Electron microscopy
The electron microscopy is a type of microscopy that uses a beam of electrons instead of light to create an image of the specimen. Electromagnets, instead of glass lenses, control focus, illumination and magnification. It is capable of much higher magnifications and has a greater resolving power than a light microscope, allowing it to see much smaller objects in finer detail. Objects smaller than 0.2 m m such as viruses, or the internal structures of cells can be examined. They are large, expensive pieces of equipment, generally standing alone in a small, specially designed room and requiring trained personnel to operate them.
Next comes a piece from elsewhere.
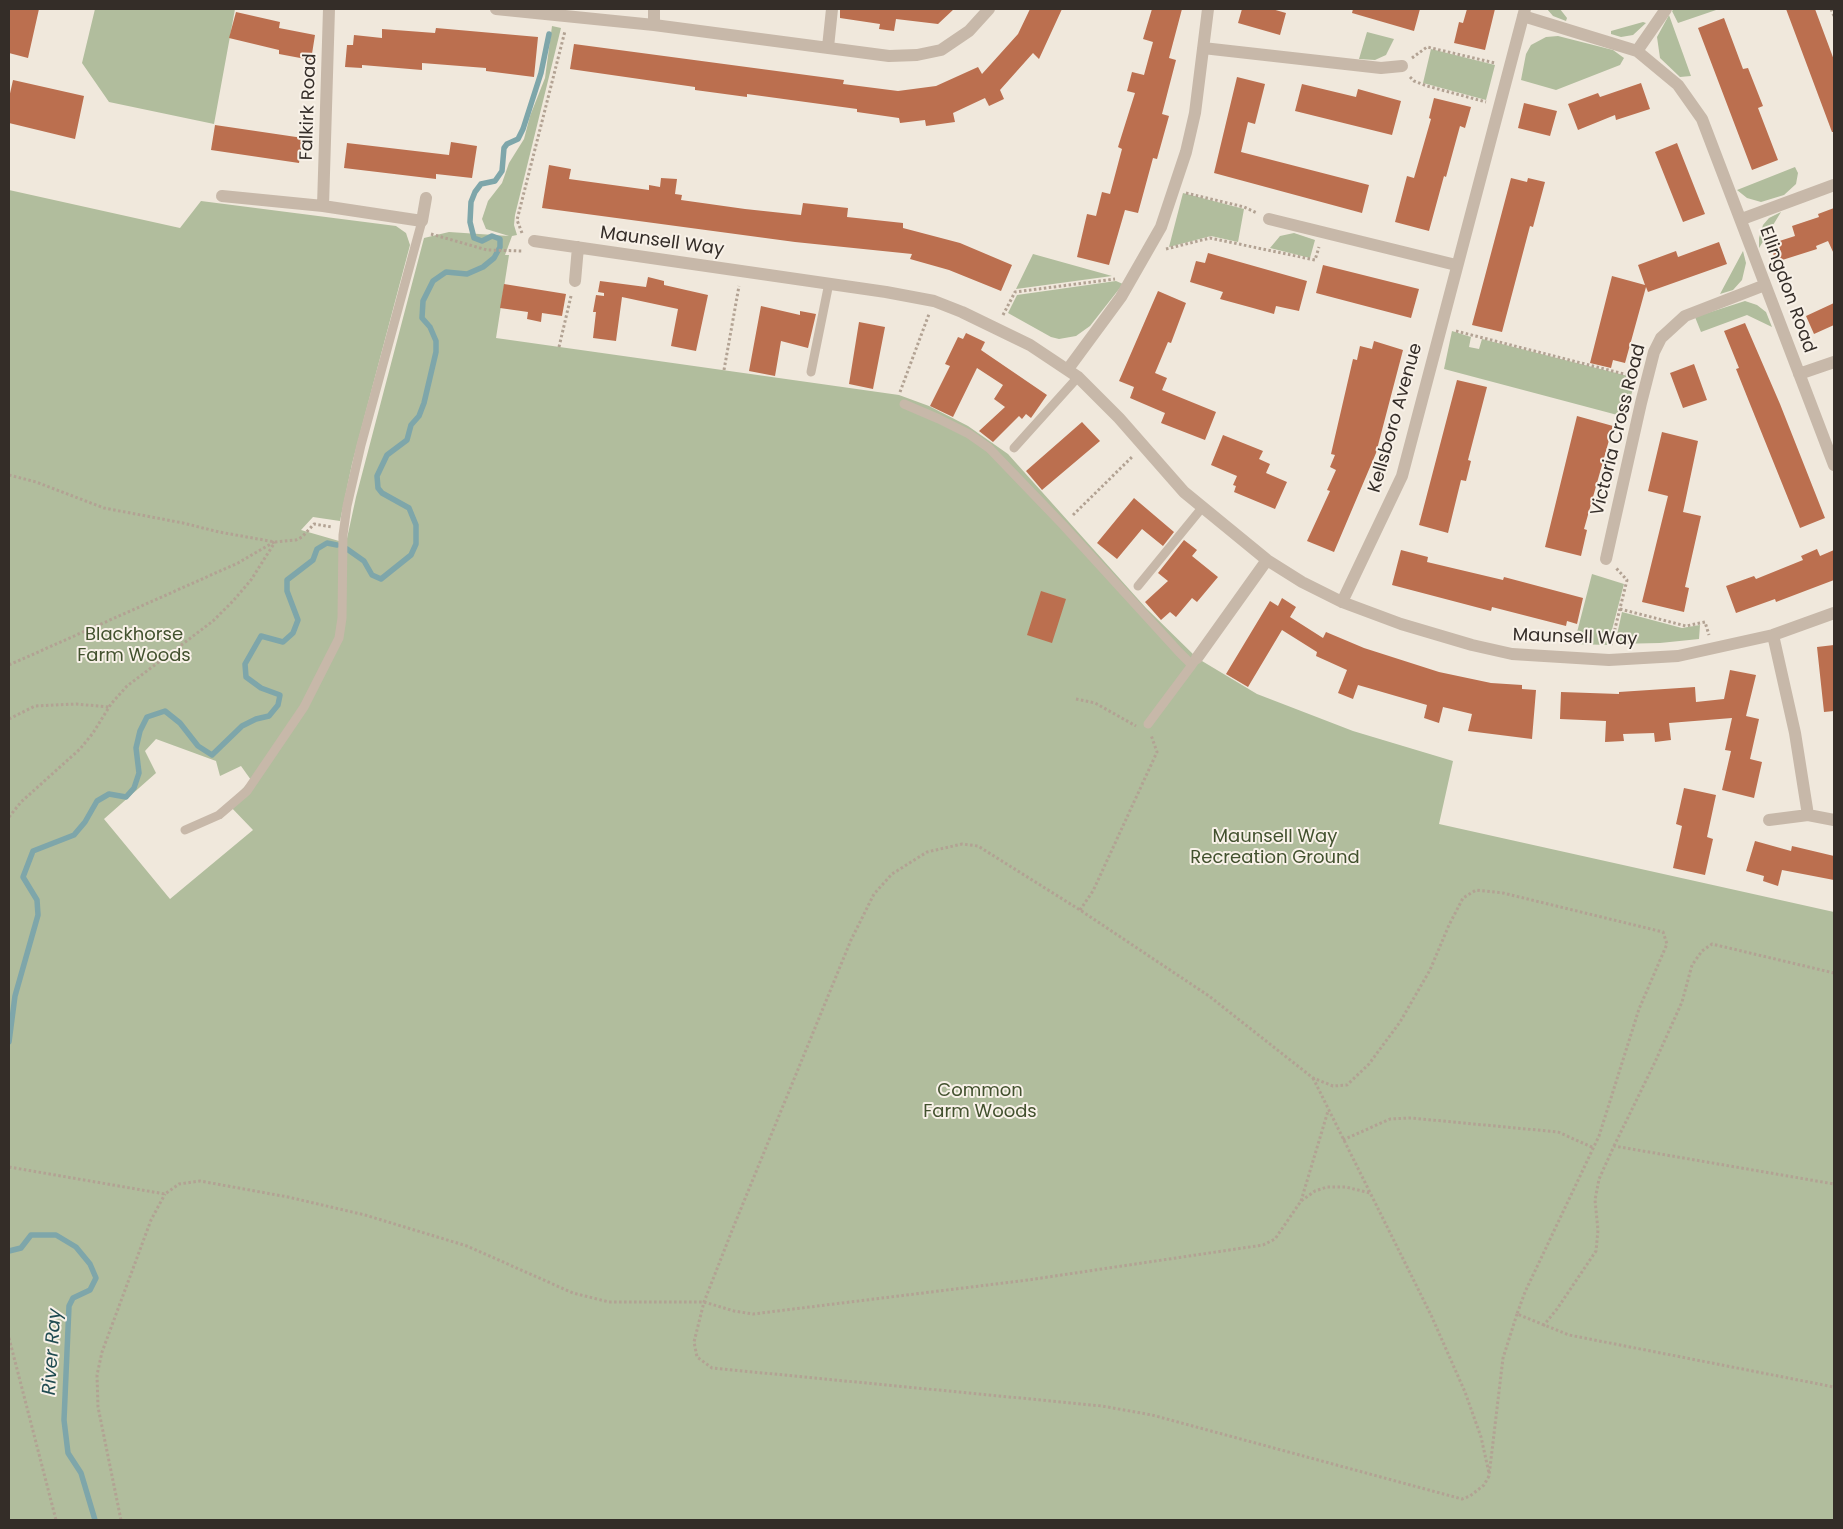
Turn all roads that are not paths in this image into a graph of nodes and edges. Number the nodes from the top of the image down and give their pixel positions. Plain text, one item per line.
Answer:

Transmission Electron Microscope (TEM)
Transmission electron microscopy (TEM) involves a high voltage electron beam emitted by a cathode and formed by magnetic lenses. The electron beam that has been partially transmitted through the very thin (and so semitransparent for electrons) specimen carries information about the structure of the specimen (Fig. 8). The spatial variation in this information (the "image") is then magnified by a series of magnetic lenses until it is recorded by hitting a fluorescent screen, photographic plate, or light sensitive sensor such as a CCD (charge-coupled device) camera. The image detected by the CCD may be displayed in real time on a monitor or computer. Transmission electron microscopes produce two-dimensional, black and white images. Resolution of the TEM is also limited by spherical and chromatic aberration, but a new generation of aberration correctors has been able to overcome or limit these aberrations. Software correction of spherical aberration has allowed the production of images with sufficient resolution.
Fig. 8. Transmission electron microscope
Specimens are prepared by negative staining, shadowing with metal or free-etching and can resolve objects as close as 2.5 nm.
Preparation of specimens for TEM:
• Specimens must be around 20-100 nm thick and should be able to maintain its structure when bombarded with electrons under high vacuum.
• Thin slice can be cut with the necessary support like plastic
• After fixate with chemicals like glutaraldehyde or osmium tetroxide to stabilize cell structures, the specimen is dehydrated with organic solvents (e.g., acetone or ethanol)
• Specimen is soaked in un-polymerized, liquid epoxy plastic until it is completely permeated, and then the plastic is hardened to form a solid block. Thin sections are cut from this block with a glass or diamond knife using a special instrument called an ultra microtome
• Specimens are soaked with solutions of heavy metal salts like lead citrate and Uranyl acetate (make them more electron opaque), thus increasing the contrast in the material
• Stained thin sections are then mounted on tiny copper grids and viewed.
Three types:
1. Negative staining:
- • Specimen is spread out in a thin film with either phosphotungstic acid or uranyl acetate
• Heavy metals do not penetrate the specimen but render the background dark, whereas the specimen appearslight in photographs
• Excellent way to study the structure of viruses, bacterial gas vacuoles and other similar objects
2. Shadowing:
- • It is coated with a thin film of platinum or other heavy metals by evaporation at an angle of about 450 from horizontal so that the metal strikes the microorganism on only one side
• The area coated with metal scatters electrons and appears light in photographs. Whereas the uncoated side and the shadow region created by the object is dark
• Particularly useful in studying virus morphology, bacterial flagella and plasmids
3. Freeze-etching technique:
- • Disclose the shape of organelles within microorganism by this technique
• Cells are rapidly frozen in liquid nitrogen and then warmed to -100°C in a vacuum chamber
• A knife that has been pre cooled with liquid nitrogen (-196°C) fractures the frozen cells, which are very brittle and break along lines by greatest weakness
• Specimen is left in the high vacuum for a minute or more so that some ice can sublimate away and uncover more structural detail
• Finally, the exposed surfaces are shadowed and coated with layers of platinum and carbon to form a replica of the surface
• After the specimen has been removed chemically, this replica is studied I the TEM and provides a detailed, three-dimensional view of intracellular structure.